▶ [What the exercise asks] Working through the lines below, return each one that holds "dead".

▶ [Supplied records]
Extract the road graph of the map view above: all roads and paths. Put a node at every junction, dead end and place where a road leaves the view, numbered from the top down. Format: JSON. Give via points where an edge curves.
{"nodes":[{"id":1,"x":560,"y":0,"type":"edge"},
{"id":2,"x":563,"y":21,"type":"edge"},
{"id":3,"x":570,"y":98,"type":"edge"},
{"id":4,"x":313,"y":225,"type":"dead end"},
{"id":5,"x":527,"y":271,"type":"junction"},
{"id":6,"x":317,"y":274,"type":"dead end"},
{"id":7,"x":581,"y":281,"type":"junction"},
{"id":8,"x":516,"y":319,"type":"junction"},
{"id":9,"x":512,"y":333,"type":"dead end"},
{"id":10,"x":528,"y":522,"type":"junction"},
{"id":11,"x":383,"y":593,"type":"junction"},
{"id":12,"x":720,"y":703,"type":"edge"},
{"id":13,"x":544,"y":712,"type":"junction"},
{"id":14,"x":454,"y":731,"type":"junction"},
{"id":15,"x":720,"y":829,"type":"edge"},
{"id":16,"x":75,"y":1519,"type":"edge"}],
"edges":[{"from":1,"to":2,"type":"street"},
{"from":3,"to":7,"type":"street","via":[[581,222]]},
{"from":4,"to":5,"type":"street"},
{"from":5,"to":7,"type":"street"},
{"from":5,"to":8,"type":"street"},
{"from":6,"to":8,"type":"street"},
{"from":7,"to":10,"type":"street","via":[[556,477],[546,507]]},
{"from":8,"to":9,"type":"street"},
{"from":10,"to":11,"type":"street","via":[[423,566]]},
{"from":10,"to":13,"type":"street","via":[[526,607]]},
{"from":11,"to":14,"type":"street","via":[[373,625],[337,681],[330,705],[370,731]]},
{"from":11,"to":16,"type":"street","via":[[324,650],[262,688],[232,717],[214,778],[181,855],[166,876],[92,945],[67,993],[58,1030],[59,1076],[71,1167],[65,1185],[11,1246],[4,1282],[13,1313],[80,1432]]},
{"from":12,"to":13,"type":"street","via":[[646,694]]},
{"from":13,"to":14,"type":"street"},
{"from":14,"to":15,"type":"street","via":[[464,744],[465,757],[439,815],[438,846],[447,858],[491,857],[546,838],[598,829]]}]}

▶ [Result for this exercise]
Extract the road graph of the map view above: all roads and paths. Put a node at every junction, dead end and place where a road leaves the view, numbered from the top down. Format: JSON. Give via points where an edge curves.
{"id":4,"x":313,"y":225,"type":"dead end"},
{"id":6,"x":317,"y":274,"type":"dead end"},
{"id":9,"x":512,"y":333,"type":"dead end"},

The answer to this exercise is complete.